**Work to complete:**
Everything except the pictures should be printed exactly as it appears in the records.

**Entries supplied:**
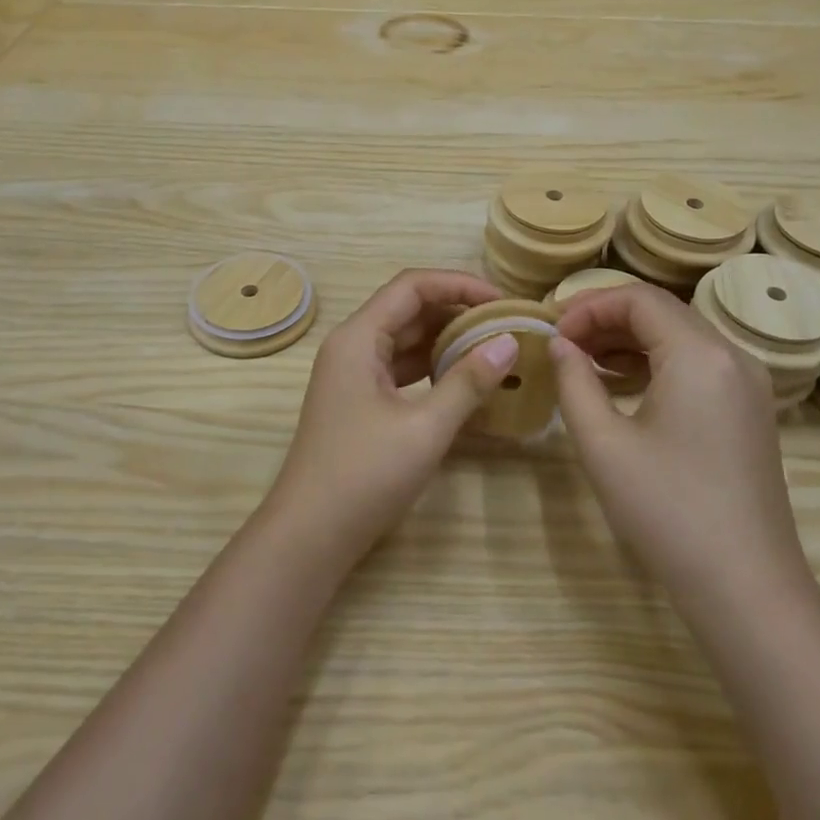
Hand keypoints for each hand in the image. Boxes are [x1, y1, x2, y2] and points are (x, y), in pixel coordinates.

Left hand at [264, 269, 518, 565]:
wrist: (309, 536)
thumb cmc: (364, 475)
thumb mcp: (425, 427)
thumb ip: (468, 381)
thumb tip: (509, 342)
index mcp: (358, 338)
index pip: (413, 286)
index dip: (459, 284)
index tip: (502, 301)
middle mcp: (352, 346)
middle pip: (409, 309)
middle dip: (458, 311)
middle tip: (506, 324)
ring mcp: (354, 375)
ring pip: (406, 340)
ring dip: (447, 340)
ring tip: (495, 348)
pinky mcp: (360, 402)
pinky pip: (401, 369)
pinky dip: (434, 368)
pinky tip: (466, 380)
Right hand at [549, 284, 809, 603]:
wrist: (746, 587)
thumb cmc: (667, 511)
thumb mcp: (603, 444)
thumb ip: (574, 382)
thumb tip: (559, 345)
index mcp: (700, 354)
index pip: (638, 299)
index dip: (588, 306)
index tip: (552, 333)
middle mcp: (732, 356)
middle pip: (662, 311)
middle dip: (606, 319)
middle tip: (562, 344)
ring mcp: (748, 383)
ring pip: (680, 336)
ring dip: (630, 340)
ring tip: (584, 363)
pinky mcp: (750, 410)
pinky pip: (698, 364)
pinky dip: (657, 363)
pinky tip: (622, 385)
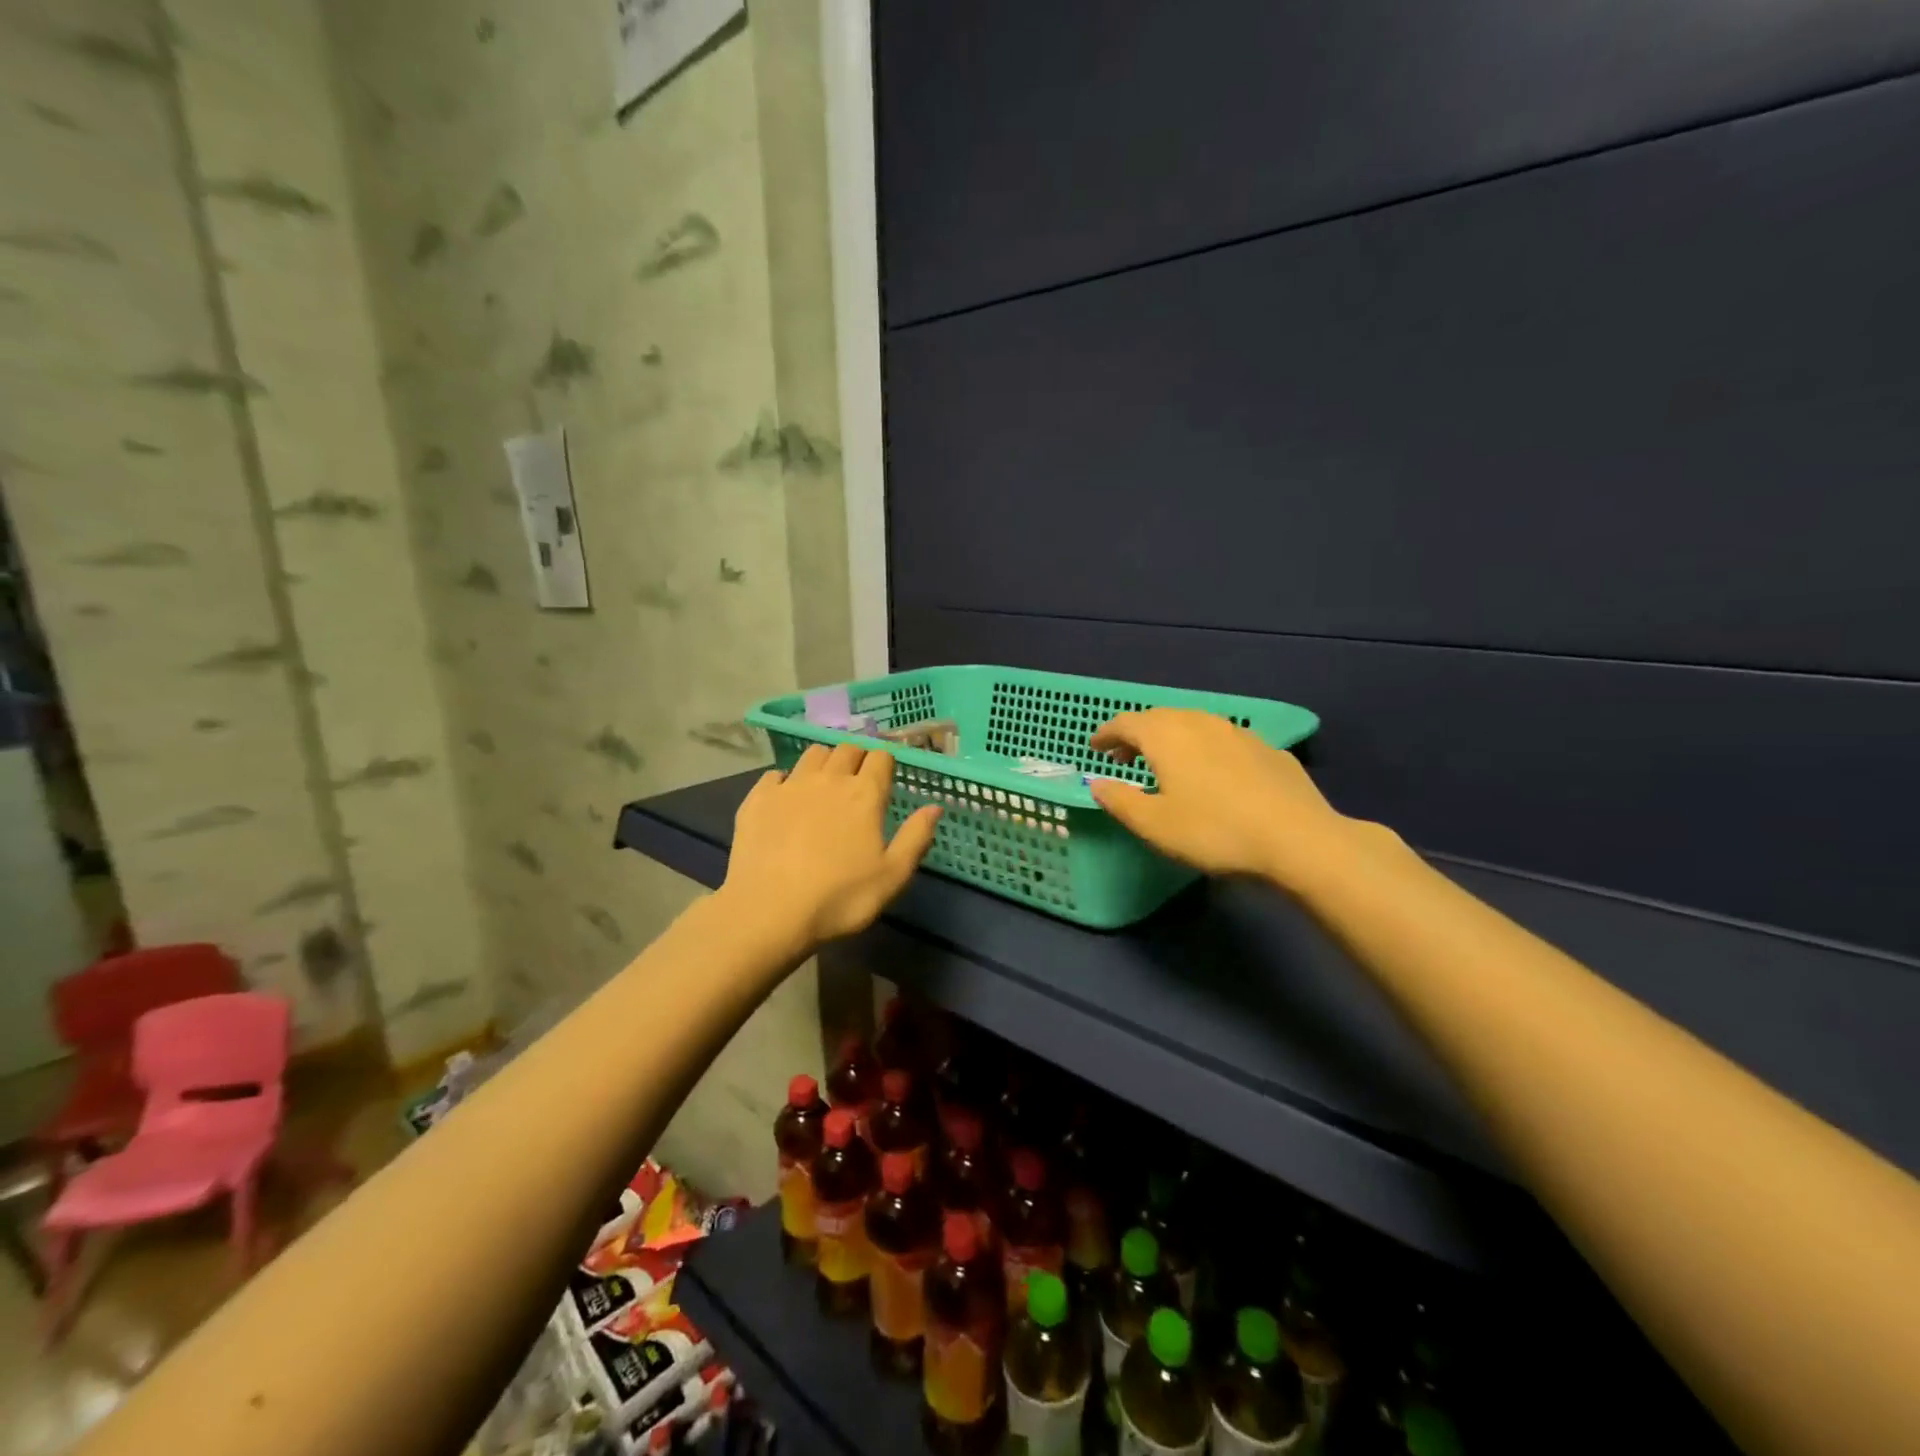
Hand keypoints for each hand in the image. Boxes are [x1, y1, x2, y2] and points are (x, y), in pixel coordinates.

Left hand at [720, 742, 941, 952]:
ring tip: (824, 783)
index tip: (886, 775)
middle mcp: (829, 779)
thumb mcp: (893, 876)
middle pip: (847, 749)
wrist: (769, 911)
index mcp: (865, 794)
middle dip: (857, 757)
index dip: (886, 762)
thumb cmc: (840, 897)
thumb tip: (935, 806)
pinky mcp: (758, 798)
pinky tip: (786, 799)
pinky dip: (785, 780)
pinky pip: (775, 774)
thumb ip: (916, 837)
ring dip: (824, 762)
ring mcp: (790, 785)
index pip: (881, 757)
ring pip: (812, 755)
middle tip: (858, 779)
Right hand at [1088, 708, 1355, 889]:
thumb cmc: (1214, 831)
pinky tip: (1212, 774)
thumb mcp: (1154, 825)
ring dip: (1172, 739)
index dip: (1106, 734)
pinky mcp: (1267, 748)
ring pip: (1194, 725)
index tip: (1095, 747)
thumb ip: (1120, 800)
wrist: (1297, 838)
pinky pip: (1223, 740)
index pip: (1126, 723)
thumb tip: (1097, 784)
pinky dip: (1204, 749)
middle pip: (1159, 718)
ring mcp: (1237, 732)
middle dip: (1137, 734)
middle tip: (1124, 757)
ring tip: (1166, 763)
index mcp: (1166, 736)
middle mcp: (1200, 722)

**Expected output:**
Hand keypoints for each hand in the image. Boxes are [x1, y1, x2, y2] and points are (x, y), in pixel coordinates.

Left hand at [264, 269, 518, 565]:
wrist: (309, 536)
thumb cmc: (364, 475)
thumb mcp: (425, 427)
thumb ip: (468, 381)
thumb tip: (509, 342)
index mcp: (358, 338)
index pip: (413, 286)
index dip: (459, 284)
index tip: (502, 301)
middle mcp: (352, 346)
middle pip: (409, 309)
middle dip: (458, 311)
middle tip: (506, 324)
ring mcp: (354, 375)
ring pip: (406, 340)
ring dip: (447, 340)
ring tip: (495, 348)
pinky mcp: (360, 402)
pinky pip: (401, 369)
pinky dip: (434, 368)
pinky tip: (466, 380)
Right hand at [549, 284, 809, 603]:
wrist: (746, 587)
thumb cmc: (667, 511)
thumb mcp: (603, 444)
thumb ip: (574, 382)
thumb tip: (559, 345)
index mcp: (700, 354)
index pip: (638, 299)
index dip: (588, 306)
index tip: (552, 333)
middle mcp: (732, 356)
middle pip: (662, 311)
middle dip: (606, 319)
middle tip: (562, 344)
ring mcp: (748, 383)
ring pip: (680, 336)
ring dip: (630, 340)
ring tip: (584, 363)
pinky mcp: (750, 410)
pinky pip: (698, 364)
pinky dip: (657, 363)
pinky tip: (622, 385)
Hand keypoints for each hand in the image. Boxes are [x1, y1, x2, y2] and points are (x, y), in pixel coordinates.

Left hand at [720, 742, 941, 952]:
ring tip: (824, 783)
index tip: (886, 775)
middle mcp: (829, 779)
thumb mcp: (893, 876)
middle pip: (847, 749)
wrist: (769, 911)
index mcp: (865, 794)
middle dip: (857, 757)
index dip: (886, 762)
thumb cmc: (840, 897)
thumb tip: (935, 806)
pinky mcp: (758, 798)
pinky tip: (786, 799)
pinky dip: (785, 780)
pinky pip: (775, 774)
thumb ip: (916, 837)
ring dip: (824, 762)
ring mcp: (790, 785)
index pip: (881, 757)
ring pip: (812, 755)
middle tip: (858, 779)
Right hand at [1088, 708, 1355, 889]:
thumb cmc: (1214, 831)
pinky tip: (1212, 774)
thumb mcp: (1154, 825)
ring dip: (1172, 739)
index dip: (1106, 734)
pinky mcp: (1267, 748)
ring pip: (1194, 725)
index tip: (1095, 747)
thumb ip: (1120, 800)
wrist: (1297, 838)
pinky pip: (1223, 740)
index pip: (1126, 723)
thumb tip: (1097, 784)
pinky dip: (1204, 749)
middle pip: (1159, 718)
ring mcp: (1237, 732)
middle dip: (1137, 734)
middle tip: (1124, 757)
ring tip: (1166, 763)
index mcp: (1166, 736)
middle mcp: (1200, 722)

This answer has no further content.